> _Records supplied_:
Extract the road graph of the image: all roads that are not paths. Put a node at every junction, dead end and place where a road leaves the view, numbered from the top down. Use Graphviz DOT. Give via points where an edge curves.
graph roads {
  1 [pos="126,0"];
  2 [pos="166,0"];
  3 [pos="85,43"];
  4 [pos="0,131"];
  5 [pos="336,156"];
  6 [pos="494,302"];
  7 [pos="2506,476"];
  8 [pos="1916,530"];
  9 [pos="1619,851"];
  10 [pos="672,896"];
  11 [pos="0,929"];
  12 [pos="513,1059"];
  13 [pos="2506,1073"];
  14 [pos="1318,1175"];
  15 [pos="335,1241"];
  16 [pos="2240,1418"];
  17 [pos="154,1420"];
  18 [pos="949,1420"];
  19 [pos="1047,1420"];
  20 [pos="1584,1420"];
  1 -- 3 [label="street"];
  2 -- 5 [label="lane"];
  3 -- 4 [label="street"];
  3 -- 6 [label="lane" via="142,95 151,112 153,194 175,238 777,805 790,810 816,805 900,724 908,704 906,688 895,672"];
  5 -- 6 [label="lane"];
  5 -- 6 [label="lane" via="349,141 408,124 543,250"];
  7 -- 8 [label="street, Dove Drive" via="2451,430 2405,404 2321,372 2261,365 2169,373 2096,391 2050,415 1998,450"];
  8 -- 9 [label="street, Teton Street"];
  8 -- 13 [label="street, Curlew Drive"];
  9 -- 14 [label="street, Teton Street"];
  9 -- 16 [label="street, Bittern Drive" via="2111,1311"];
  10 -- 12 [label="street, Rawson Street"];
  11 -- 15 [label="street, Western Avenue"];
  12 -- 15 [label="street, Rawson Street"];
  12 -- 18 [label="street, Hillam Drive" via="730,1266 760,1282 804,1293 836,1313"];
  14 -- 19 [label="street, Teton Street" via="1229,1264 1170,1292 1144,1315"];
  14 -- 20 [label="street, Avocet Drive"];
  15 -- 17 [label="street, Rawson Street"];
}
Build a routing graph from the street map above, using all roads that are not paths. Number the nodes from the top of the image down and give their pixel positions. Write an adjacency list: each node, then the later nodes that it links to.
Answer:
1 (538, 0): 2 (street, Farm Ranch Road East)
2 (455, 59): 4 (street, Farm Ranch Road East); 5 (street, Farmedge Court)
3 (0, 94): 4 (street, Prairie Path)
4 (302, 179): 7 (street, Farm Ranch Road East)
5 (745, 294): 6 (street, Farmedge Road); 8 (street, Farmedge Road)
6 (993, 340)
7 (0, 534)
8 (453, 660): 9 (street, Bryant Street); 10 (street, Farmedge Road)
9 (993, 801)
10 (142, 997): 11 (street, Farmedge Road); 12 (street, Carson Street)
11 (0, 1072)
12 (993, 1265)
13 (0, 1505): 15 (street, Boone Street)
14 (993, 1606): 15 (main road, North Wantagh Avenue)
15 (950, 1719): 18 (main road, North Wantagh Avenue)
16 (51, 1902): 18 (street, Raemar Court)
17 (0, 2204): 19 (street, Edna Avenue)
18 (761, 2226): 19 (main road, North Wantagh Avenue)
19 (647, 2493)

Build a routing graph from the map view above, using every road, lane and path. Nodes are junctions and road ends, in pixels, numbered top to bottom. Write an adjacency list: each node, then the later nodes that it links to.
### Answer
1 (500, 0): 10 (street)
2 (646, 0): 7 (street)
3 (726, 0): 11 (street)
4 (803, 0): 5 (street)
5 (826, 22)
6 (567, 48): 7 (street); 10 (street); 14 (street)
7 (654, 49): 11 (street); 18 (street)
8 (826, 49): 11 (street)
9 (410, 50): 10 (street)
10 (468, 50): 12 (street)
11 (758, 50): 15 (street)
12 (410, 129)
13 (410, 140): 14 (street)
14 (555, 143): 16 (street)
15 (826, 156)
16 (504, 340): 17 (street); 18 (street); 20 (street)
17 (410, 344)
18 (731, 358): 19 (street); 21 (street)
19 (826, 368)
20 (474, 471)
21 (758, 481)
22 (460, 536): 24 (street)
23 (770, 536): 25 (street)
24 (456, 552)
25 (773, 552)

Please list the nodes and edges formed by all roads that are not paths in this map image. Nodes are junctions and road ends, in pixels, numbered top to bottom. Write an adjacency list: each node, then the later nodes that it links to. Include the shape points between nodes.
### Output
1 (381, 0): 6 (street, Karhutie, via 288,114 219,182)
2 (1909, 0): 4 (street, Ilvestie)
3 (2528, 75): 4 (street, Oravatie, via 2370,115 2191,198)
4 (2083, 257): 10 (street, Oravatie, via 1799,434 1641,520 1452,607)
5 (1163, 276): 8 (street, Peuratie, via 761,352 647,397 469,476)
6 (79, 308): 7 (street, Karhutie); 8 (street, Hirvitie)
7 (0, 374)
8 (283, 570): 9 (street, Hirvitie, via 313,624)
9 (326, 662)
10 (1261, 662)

> _Instructions to follow_: Without omitting any record, transcribe the data exactly.

> _Completed task_:
Extract the road graph of the image: all roads that are not paths. Put a node at every junction, dead end and place where a road leaves the view, numbered from the top down. Use Graphviz DOT. Give via points where an edge curves.
graph roads {
  1 [pos="126,0"];
  2 [pos="166,0"];
  3 [pos="85,43"];
  4 [pos="0,131"];
  5 [pos="336,156"];
  6 [pos="494,302"];
  7 [pos="2506,476"];
  8 [pos="1916,530"];
  9 [pos="1619,851"];
  10 [pos="672,896"];
  11 [pos="0,929"];
  12 [pos="513,1059"];
  13 [pos="2506,1073"];
  14 [pos="1318,1175"];
  15 [pos="335,1241"];
  16 [pos="2240,1418"];
  17 [pos="154,1420"];
  18 [pos="949,1420"];
  19 [pos="1047,1420"];
  20 [pos="1584,1420"];
  1 -- 3 [label="street"];
  2 -- 5 [label="lane"];
  3 -- 4 [label="street"];
  3 -- 6 [label="lane" via="142,95 151,112 153,194 175,238 777,805 790,810 816,805 900,724 908,704 906,688 895,672"];
  5 -- 6 [label="lane"];
  5 -- 6 [label="lane" via="349,141 408,124 543,250"];
  7 -- 8 [label="street, Dove Drive" via="2451,430 2405,404 2321,372 2261,365 2169,373 2096,391 2050,415 1998,450"];
  8 -- 9 [label="street, Teton Street"];
  8 -- 13 [label="street, Curlew Drive"];
  9 -- 14 [label="street, Teton Street"];
  9 -- 16 [label="street, Bittern Drive" via="2111,1311"];
  10 -- 12 [label="street, Rawson Street"];
  11 -- 15 [label="street, Western Avenue"];
  12 -- 15 [label="street, Rawson Street"];
  12 -- 18 [label="street, Hillam Drive" via="730,1266 760,1282 804,1293 836,1313"];
  14 -- 19 [label="street, Teton Street" via="1229,1264 1170,1292 1144,1315"];
  14 -- 20 [label="street, Avocet Drive"];
  15 -- 17 [label="street, Rawson Street"];
}
Build a routing graph from the street map above, using all roads that are not paths. Number the nodes from the top of the image down and give their pixel positions. Write an adjacency list: each node, then the later nodes that it links to.
Answer:
1 (538, 0): 2 (street, Farm Ranch Road East)
2 (455, 59): 4 (street, Farm Ranch Road East); 5 (street, Farmedge Court)
3 (0, 94): 4 (street, Prairie Path)
4 (302, 179): 7 (street, Farm Ranch Road East)
5 (745, 294): 6 (street, Farmedge Road); 8 (street, Farmedge Road)
6 (993, 340)
7 (0, 534)
8 (453, 660): 9 (street, Bryant Street); 10 (street, Farmedge Road)
9 (993, 801)
10 (142, 997): 11 (street, Farmedge Road); 12 (street, Carson Street)
11 (0, 1072)
12 (993, 1265)
13 (0, 1505): 15 (street, Boone Street)
14 (993, 1606): 15 (main road, North Wantagh Avenue)
15 (950, 1719): 18 (main road, North Wantagh Avenue)
16 (51, 1902): 18 (street, Raemar Court)
17 (0, 2204): 19 (street, Edna Avenue)
18 (761, 2226): 19 (main road, North Wantagh Avenue)
19 (647, 2493)

Build a routing graph from the map view above, using every road, lane and path. Nodes are junctions and road ends, in pixels, numbered top to bottom. Write an adjacency list: each node, then the later nodes that it links to.
### Answer
1 (500, 0): 10 (street)
2 (646, 0): 7 (street)
3 (726, 0): 11 (street)
4 (803, 0): 5 (street)
5 (826, 22)
6 (567, 48): 7 (street); 10 (street); 14 (street)
7 (654, 49): 11 (street); 18 (street)
8 (826, 49): 11 (street)
9 (410, 50): 10 (street)
10 (468, 50): 12 (street)
11 (758, 50): 15 (street)
12 (410, 129)
13 (410, 140): 14 (street)
14 (555, 143): 16 (street)
15 (826, 156)
16 (504, 340): 17 (street); 18 (street); 20 (street)
17 (410, 344)
18 (731, 358): 19 (street); 21 (street)
19 (826, 368)
20 (474, 471)
21 (758, 481)
22 (460, 536): 24 (street)
23 (770, 536): 25 (street)
24 (456, 552)
25 (773, 552)

Please list the nodes and edges formed by all roads that are not paths in this map image. Nodes are junctions and road ends, in pixels, numbered top to bottom. Write an adjacency list: each node, then the later nodes that it links to. Include the shape points between nodes.
### Output
1 (381, 0): 6 (street, Karhutie, via 288,114 219,182)
2 (1909, 0): 4 (street, Ilvestie)
3 (2528, 75): 4 (street, Oravatie, via 2370,115 2191,198)
4 (2083, 257): 10 (street, Oravatie, via 1799,434 1641,520 1452,607)
5 (1163, 276): 8 (street, Peuratie, via 761,352 647,397 469,476)
6 (79, 308): 7 (street, Karhutie); 8 (street, Hirvitie)
7 (0, 374)
8 (283, 570): 9 (street, Hirvitie, via 313,624)
9 (326, 662)
10 (1261, 662)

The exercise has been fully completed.